Content starts
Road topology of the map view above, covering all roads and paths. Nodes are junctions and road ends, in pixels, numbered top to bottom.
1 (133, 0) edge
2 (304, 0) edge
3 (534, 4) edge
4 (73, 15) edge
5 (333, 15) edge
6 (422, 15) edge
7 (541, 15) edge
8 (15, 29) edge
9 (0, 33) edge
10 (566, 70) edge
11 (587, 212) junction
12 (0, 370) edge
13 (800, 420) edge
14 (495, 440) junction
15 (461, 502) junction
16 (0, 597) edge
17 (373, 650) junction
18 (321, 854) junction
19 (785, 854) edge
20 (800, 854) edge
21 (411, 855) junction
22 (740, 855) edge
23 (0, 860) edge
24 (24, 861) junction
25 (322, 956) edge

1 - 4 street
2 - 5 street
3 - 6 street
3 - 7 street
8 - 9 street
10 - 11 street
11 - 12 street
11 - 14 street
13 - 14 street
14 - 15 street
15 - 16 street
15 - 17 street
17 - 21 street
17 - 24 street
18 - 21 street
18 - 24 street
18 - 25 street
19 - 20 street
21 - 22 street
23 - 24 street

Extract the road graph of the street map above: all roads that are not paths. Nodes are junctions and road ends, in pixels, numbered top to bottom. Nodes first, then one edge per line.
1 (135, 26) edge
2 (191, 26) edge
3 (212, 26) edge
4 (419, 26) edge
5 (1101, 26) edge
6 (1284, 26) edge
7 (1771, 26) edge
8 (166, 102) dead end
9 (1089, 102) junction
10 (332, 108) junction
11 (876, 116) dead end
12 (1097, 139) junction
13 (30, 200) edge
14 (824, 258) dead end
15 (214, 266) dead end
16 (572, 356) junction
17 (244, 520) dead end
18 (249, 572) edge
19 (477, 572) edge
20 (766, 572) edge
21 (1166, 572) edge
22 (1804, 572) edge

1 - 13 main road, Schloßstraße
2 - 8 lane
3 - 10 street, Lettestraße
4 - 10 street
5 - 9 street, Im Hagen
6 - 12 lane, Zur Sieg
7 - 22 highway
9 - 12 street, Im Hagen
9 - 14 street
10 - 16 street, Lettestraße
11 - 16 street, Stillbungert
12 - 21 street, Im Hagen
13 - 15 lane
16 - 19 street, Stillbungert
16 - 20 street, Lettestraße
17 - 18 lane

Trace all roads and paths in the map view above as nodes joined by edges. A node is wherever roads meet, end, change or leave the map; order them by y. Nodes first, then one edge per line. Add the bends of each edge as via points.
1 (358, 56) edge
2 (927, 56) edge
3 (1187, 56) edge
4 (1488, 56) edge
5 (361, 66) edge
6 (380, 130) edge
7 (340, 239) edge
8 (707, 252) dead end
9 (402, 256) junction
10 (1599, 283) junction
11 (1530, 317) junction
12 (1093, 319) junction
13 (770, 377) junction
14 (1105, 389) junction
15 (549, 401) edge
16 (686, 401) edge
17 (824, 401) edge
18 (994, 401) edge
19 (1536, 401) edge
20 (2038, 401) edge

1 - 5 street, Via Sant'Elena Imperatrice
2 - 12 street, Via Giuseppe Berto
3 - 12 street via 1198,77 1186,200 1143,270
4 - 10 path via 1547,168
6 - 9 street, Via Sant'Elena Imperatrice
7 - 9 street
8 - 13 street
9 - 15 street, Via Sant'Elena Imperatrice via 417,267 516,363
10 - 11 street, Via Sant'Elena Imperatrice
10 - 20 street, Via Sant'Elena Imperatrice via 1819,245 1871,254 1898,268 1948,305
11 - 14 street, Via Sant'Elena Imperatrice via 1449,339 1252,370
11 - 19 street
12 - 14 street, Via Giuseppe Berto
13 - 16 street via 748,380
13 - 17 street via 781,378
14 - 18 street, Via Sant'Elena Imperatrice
Content ends
■ What to produce ■
All of the data above must be retyped exactly.

■ Task result ■
Road topology of the map view above, covering all roads and paths. Nodes are junctions and road ends, in pixels, numbered top to bottom.
1 (133, 0) edge
2 (304, 0) edge
3 (534, 4) edge
4 (73, 15) edge
5 (333, 15) edge
6 (422, 15) edge
7 (541, 15) edge
8 (15, 29) edge
9 (0, 33) edge
10 (566, 70) edge
11 (587, 212) junction
12 (0, 370) edge
13 (800, 420) edge
14 (495, 440) junction
15 (461, 502) junction
16 (0, 597) edge
17 (373, 650) junction
18 (321, 854) junction
19 (785, 854) edge
20 (800, 854) edge
21 (411, 855) junction
22 (740, 855) edge
23 (0, 860) edge
24 (24, 861) junction
25 (322, 956) edge

1 - 4 street
2 - 5 street
3 - 6 street
3 - 7 street
8 - 9 street
10 - 11 street
11 - 12 street
11 - 14 street
13 - 14 street
14 - 15 street
15 - 16 street
15 - 17 street
17 - 21 street
17 - 24 street
18 - 21 street
18 - 24 street
18 - 25 street
19 - 20 street
21 - 22 street
23 - 24 street

Extract the road graph of the street map above: all roads that are not paths. Nodes are junctions and road ends, in pixels, numbered top to bottom. Nodes first, then one edge per line.
1 (135, 26) edge
2 (191, 26) edge
3 (212, 26) edge
4 (419, 26) edge
5 (1101, 26) edge
6 (1284, 26) edge
7 (1771, 26) edge
8 (166, 102) dead end
9 (1089, 102) junction
10 (332, 108) junction
11 (876, 116) dead end
12 (1097, 139) junction
13 (30, 200) edge
14 (824, 258) dead end
15 (214, 266) dead end
16 (572, 356) junction
17 (244, 520) dead end
18 (249, 572) edge
19 (477, 572) edge
20 (766, 572) edge
21 (1166, 572) edge
22 (1804, 572) edge

1 - 13 main road, Schloßstraße
2 - 8 lane
3 - 10 street, Lettestraße
4 - 10 street
5 - 9 street, Im Hagen
6 - 12 lane, Zur Sieg
7 - 22 highway
9 - 12 street, Im Hagen
9 - 14 street
10 - 16 street, Lettestraße
11 - 16 street, Stillbungert
12 - 21 street, Im Hagen
13 - 15 lane
16 - 19 street, Stillbungert
16 - 20 street, Lettestraße
17 - 18 lane

Trace all roads and paths in the map view above as nodes joined by edges. A node is wherever roads meet, end, change or leave the map; order them by y. Nodes first, then one edge per line. Add the bends of each edge as via points.
1 (358, 56) edge
2 (927, 56) edge
3 (1187, 56) edge
4 (1488, 56) edge
5 (361, 66) edge
6 (380, 130) edge
7 (340, 239) edge
8 (707, 252) dead end
9 (402, 256) junction
10 (1599, 283) junction
11 (1530, 317) junction
12 (1093, 319) junction
13 (770, 377) junction
14 (1105, 389) junction
15 (549, 401) edge
16 (686, 401) edge
17 (824, 401) edge
18 (994, 401) edge
19 (1536, 401) edge
20 (2038, 401) edge

1 - 5 street, Via Sant'Elena Imperatrice
2 - 12 street, Via Giuseppe Berto
3 - 12 street via 1198,77 1186,200 1143,270
4 - 10 path via 1547,168
6 - 9 street, Via Sant'Elena Imperatrice
7 - 9 street
8 - 13 street
9 - 15 street, Via Sant'Elena Imperatrice via 417,267 516,363
10 - 11 street, Via Sant'Elena Imperatrice
10 - 20 street, Via Sant'Elena Imperatrice via 1819,245 1871,254 1898,268 1948,305
11 - 14 street, Via Sant'Elena Imperatrice via 1449,339 1252,370
11 - 19 street
12 - 14 street, Via Giuseppe Berto
13 - 16 street via 748,380
13 - 17 street via 781,378
14 - 18 street, Via Sant'Elena Imperatrice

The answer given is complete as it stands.